Une entreprise basée à Brescia, Agroittica Lombarda, produit 30 % du caviar le plus prisé au monde sous la marque Calvisius et l'exporte vers la Russie. Caviar apprécié en Italie depuis le 500ème siècle. Et Léonard l'a donné à Béatrice d'Este. La recette de Gualtiero Marchesi.

Le caviar, des moines russes au boom italien

On l'appelle l'or noir russe, ne parlons pas d'huile, mais de quelque chose de beaucoup plus savoureux pour notre palais : le caviar, icône du luxe gastronomique, appétit dans le monde entier pour sa délicatesse luxuriante mais aussi pour ses pouvoirs aphrodisiaques tant vantés, protagoniste de romans et films, ("Je m'ennuie sans hommes intelligents, sans la musique que j'aime et sans femmes, qui n'existent pas ici à Yalta - écrivait Anton Tchekhov à Maksim Gorki, le 15 février 1900 - je m'ennuie sans caviar et sans choucroute ») une base fondamentale pour les soins de beauté de la peau dans les instituts de beauté les plus prestigieux du monde. Il suffit de l'évoquer et on se sent déjà transporté dans un monde de privilégiés exclus de la majorité. Il est certain que sa qualité la plus précieuse, Almas Caviar, est véritablement un luxe que peu de gens peuvent s'offrir : il coûte 300 24 dollars le kilo, on le trouve à la Casa del Caviar de Londres, qui le voit dans une petite boîte en or 24.000 carats -conteneur plaqué, pour la modique somme de XNUMX XNUMX euros. Pourtant, il était une fois, en Russie, considéré comme un aliment à la portée de tous, même la classe moyenne en consommait.

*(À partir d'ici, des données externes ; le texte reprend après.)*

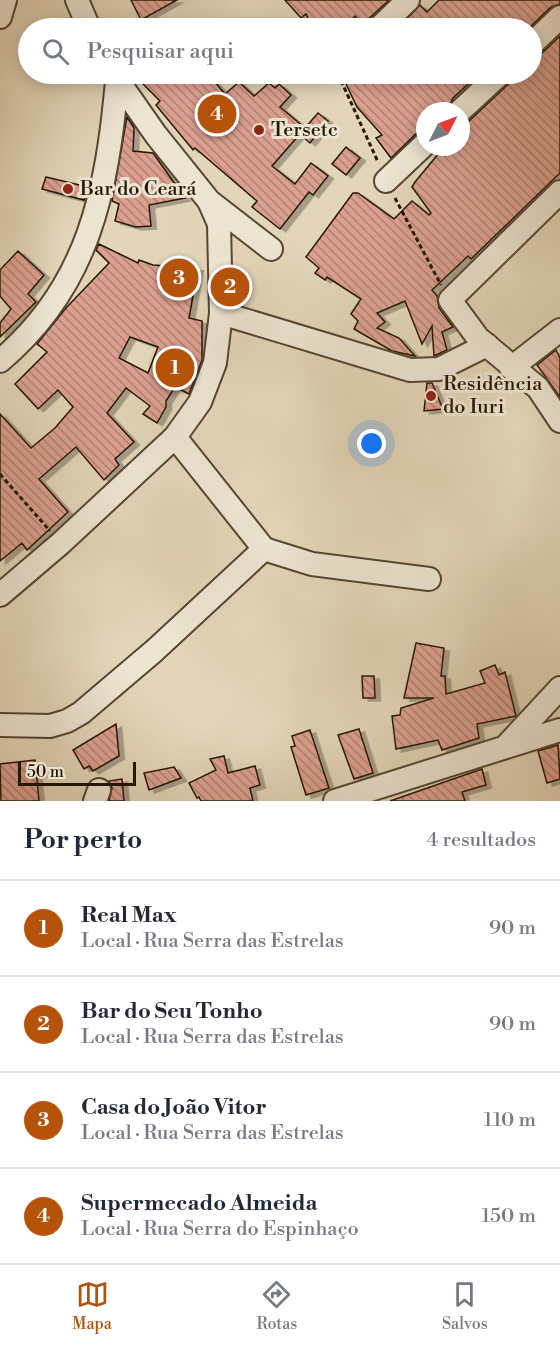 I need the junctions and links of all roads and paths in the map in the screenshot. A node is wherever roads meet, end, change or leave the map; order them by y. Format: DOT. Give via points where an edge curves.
graph roads {
  1 [pos="5,0"];
  2 [pos="77,0"];
  3 [pos="408,0"];
  4 [pos="0,17"];
  5 [pos="560,17"];
  6 [pos="85,18"];
  7 [pos="389,18"];
  8 [pos="542,34"];
  9 [pos="114,84"];
  10 [pos="120,84"];
  11 [pos="342,84"];
  12 [pos="489,84"];
  13 [pos="470,102"];
  14 [pos="416,153"];
  15 [pos="386,181"];
  16 [pos="560,192"];
  17 [pos="210,201"];
  18 [pos="271,249"];
  19 [pos="450,300"];
  20 [pos="221,313"];
  21 [pos="560,330"];
  22 [pos="487,345"];
  23 [pos="0,360"];
  24 [pos="511,368"];
  25 [pos="560,421"];
  26 [pos="174,437"];
  27 [pos="0,474"];
  28 [pos="61,543"];
  29 [pos="264,549"];
  30 [pos="429,579"];
  31 [pos="0,595"];
  32 [pos="560,688"];
  33 [pos="0,725"];
  34 [pos="560,730"];
  35 [pos="507,745"];
  36 [pos="335,801"];
  1 -- 4 [label="street"];
  2 -- 6 [label="street"];
  3 -- 7 [label="street"];
  5 -- 8 [label="street"];
  9 -- 23 [label="street" via="99,208 80,259 38,322"];
  10 -- 17 [label="street"];
  11 -- 15 [label="path"];
  12 -- 13 [label="street"];
  14 -- 15 [label="street"];
  15 -- 19 [label="path"];
  16 -- 19 [label="street"];
  17 -- 18 [label="street"];
  17 -- 20 [label="street" via="219,224"];
  19 -- 22 [label="street" via="468,327"];
  20 -- 22 [label="street" via="410,370 440,369"];
  20 -- 26 [label="street" via="210,381"];
  21 -- 24 [label="street"];
  22 -- 24 [label="street"];
  24 -- 25 [label="street" via="538,388"];
  26 -- 28 [label="street"];
  26 -- 29 [label="street"];
  27 -- 28 [label="path"];
  28 -- 31 [label="street"];
  29 -- 30 [label="street" via="312,564"];
  29 -- 33 [label="street" via="154,651 81,712 50,726"];
  32 -- 35 [label="street"];
  34 -- 35 [label="street"];
  35 -- 36 [label="street"];
}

Sa naissance est due aux moines du monastère Kirillo-Belozersky, fondé à la fin du XIVe siècle au bord du lac Siverskoe. Le tsar Alexeï Michajlovitch accorda de nombreux avantages au monastère pour le transformer en un rempart imprenable pour la défense des intérêts vitaux de Moscou dans le nord menacé par les ambitions expansionnistes de la Suède. Parmi celles-ci la concession du lac. Et les moines ont construit ici la première usine de poisson russe, spécialisée dans le commerce du caviar, du poisson blanc, du saumon, de l'esturgeon russe, du béluga et du sevruga et d'autres types de poissons. Le commerce de l'esturgeon a bientôt englobé quatre lacs.
Selon des documents du XVIIe siècle, un autre monastère, celui de la Trinité Saint-Serge à Sergiev Posad, à environ soixante-dix kilomètres au nord de Moscou, faisait le commerce de 6 300 esturgeons russes et sevruga, 10 esturgeons béluga, 15 tonnes de caviar noir, 500 barils de d'esturgeon , 200 dos d'esturgeon russe et XNUMX ventres d'esturgeon béluga.
Le commerce a prospéré. Mais avec la guerre du Nord entre la Russie et la Suède (1700-1721), il Le tsar Pierre le Grand a imposé un monopole pour engraisser les ressources de l'État sur la pêche et le commerce des produits de la pêche. En bref, 80% du caviar noir était destiné à l'exportation et le produit servait à financer la flotte navale russe. Il a fallu attendre le règne d'Elizaveta Petrovna, fille de Pierre le Grand, pour la fin du monopole qui a livré la production de la Volga et de la région d'Astrakhan à des mains privées. Entre-temps, la renommée du caviar avait acquis des dimensions mondiales. Il y en avait un exploitation si intensive qu'elle a failli disparaître des esturgeons des mers russes. Il a été décisif d'instaurer des moratoires pour sauvegarder l'espèce. Actuellement le caviar noir, extrait dans la nature, et ne provenant pas d'élevages, est totalement absent du marché.

S'il n'est plus de l'or noir pour la Russie, le caviar est quant à lui devenu de l'or pur pour l'Italie. Parce que peut-être que tout le monde ne le sait pas L'Italie est devenue le premier producteur de caviar fin au monde grâce à l'intuition de Giovanni Tolettini, entrepreneur sidérurgique de Brescia et de Gino Ravagnan, un entrepreneur qui avait une usine pour la construction de stations d'épuration, d'osmose inverse et de production d'oxygène mais qui était aussi un grand expert de la pisciculture au point que la FAO lui avait confié la tâche de rédiger un document sur les nouveaux critères de pisciculture et d'élaborer un programme d'augmentation de la productivité des eaux lagunaires.
L'idée gagnante était de exploiter l'eau chauffée par l'aciérie Feralpi, provenant d'une source très pure qui jaillissait du terrain de l'entreprise à Calvisano dans la province de Brescia et de les transporter dans de grands réservoirs obtenant ainsi un habitat optimal pour certaines espèces de poissons de valeur, y compris l'esturgeon blanc du Pacifique. C'est arrivé dans les années 70 : Agroittica Lombarda est née, aujourd'hui une marque Made in Italy très connue à laquelle sont réunis les sanctuaires mondiaux de la gastronomie et du vin car c'est le plus grand producteur de caviar fin au monde, Calvisius, mais c'est aussi l'un des plus grands producteurs de viande d'esturgeon blanc.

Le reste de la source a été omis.